Entries supplied Block Start

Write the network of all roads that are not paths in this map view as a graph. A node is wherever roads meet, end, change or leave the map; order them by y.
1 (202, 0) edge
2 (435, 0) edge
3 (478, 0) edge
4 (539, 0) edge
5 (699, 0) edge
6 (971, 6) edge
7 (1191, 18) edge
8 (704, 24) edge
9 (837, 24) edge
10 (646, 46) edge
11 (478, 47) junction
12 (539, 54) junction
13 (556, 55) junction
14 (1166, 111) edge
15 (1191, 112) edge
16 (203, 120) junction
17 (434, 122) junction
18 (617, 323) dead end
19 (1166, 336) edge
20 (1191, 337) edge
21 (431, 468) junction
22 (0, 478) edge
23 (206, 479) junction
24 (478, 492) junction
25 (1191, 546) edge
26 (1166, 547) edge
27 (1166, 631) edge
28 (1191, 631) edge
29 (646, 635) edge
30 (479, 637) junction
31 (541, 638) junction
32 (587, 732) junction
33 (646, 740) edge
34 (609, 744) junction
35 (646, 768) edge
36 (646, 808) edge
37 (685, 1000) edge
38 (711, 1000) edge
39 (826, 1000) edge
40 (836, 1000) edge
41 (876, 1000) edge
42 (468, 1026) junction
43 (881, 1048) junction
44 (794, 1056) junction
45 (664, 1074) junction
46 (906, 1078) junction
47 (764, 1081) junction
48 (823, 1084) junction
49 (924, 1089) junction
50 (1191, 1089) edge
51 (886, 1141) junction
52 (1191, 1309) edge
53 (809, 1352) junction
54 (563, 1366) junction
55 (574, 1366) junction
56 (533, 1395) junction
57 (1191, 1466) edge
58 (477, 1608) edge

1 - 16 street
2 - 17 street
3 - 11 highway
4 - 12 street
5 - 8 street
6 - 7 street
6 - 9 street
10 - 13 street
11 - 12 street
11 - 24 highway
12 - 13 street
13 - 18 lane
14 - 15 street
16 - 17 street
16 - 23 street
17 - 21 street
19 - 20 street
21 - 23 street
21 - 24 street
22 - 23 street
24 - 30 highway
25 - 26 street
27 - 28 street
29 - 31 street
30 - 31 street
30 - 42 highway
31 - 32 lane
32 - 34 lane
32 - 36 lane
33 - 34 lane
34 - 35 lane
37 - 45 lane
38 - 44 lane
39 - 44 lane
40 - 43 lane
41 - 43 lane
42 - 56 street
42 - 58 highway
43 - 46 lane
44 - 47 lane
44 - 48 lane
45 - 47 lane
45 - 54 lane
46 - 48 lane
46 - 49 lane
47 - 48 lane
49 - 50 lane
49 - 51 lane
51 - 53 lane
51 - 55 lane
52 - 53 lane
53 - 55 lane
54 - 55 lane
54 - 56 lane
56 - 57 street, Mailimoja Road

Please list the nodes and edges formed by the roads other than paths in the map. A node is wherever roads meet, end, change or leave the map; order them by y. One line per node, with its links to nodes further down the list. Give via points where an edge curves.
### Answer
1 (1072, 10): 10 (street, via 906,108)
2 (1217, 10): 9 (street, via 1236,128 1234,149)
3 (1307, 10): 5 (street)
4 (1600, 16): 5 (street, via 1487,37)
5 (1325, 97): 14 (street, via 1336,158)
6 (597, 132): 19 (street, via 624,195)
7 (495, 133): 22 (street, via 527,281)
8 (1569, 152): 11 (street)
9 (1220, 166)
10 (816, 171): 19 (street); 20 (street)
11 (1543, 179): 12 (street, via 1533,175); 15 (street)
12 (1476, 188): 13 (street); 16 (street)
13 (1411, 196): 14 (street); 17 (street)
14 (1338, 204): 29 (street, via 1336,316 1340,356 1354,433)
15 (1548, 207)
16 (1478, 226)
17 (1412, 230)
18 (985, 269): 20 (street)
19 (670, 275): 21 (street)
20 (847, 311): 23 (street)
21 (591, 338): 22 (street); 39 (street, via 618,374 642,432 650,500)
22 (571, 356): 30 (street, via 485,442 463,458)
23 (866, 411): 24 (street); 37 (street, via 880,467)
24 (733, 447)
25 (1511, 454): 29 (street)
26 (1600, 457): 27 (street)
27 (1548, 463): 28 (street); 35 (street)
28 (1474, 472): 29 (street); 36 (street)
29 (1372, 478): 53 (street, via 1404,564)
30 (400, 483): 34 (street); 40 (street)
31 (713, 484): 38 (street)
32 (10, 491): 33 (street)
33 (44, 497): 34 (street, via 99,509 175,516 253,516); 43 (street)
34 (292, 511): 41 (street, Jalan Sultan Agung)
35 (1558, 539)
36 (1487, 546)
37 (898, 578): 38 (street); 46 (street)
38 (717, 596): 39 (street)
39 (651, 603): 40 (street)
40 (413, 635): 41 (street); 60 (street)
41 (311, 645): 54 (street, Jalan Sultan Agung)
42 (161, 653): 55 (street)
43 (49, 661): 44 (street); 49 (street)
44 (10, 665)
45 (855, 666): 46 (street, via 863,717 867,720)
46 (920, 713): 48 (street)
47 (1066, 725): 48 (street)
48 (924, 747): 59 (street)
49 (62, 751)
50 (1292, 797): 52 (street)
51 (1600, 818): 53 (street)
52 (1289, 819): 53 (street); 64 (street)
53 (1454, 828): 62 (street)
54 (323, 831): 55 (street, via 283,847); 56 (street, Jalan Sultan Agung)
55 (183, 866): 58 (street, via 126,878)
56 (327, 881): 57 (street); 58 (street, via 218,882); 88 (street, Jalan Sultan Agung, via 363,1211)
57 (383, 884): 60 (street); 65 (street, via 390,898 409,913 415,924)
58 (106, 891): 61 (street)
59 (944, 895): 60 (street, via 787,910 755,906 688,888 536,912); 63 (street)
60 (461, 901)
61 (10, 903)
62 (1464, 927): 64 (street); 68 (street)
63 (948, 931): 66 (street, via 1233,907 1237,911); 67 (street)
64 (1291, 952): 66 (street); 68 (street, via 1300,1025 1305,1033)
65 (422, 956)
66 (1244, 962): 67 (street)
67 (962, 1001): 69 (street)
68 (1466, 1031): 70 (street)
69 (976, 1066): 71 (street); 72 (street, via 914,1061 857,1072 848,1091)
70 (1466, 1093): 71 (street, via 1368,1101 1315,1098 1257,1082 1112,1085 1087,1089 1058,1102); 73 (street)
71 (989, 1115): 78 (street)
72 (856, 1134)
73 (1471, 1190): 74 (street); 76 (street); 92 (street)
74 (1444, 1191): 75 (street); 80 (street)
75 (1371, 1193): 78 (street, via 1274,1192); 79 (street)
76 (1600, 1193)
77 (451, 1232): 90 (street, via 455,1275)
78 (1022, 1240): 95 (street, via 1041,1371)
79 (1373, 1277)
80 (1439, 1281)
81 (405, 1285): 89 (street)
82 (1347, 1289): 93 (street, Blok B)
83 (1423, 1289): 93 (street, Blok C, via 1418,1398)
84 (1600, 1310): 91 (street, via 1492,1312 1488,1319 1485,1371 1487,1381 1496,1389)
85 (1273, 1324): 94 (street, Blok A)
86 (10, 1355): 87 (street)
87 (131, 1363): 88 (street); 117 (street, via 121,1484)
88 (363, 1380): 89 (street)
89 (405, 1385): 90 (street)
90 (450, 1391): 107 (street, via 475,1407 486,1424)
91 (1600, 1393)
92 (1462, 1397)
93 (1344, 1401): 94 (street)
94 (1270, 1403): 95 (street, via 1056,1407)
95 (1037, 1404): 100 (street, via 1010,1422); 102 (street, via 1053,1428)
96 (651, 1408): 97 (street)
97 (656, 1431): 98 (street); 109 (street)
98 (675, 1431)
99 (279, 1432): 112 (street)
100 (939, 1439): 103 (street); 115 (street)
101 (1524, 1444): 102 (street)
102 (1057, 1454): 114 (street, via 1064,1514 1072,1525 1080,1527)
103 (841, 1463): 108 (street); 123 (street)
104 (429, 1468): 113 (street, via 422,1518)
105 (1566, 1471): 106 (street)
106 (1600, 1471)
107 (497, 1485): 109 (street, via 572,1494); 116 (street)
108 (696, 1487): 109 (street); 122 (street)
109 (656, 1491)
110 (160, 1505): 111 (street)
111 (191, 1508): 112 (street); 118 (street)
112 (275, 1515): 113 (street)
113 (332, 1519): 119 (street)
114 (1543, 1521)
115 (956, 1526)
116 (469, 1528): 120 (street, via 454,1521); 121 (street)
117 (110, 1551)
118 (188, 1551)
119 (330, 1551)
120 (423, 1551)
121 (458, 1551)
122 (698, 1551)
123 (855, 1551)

Entries supplied Block End

#### [Your objective]
Copy out each line of the listing that holds "Blok".

#### [Task result]
82 (1347, 1289): 93 (street, Blok B)
83 (1423, 1289): 93 (street, Blok C, via 1418,1398)
85 (1273, 1324): 94 (street, Blok A)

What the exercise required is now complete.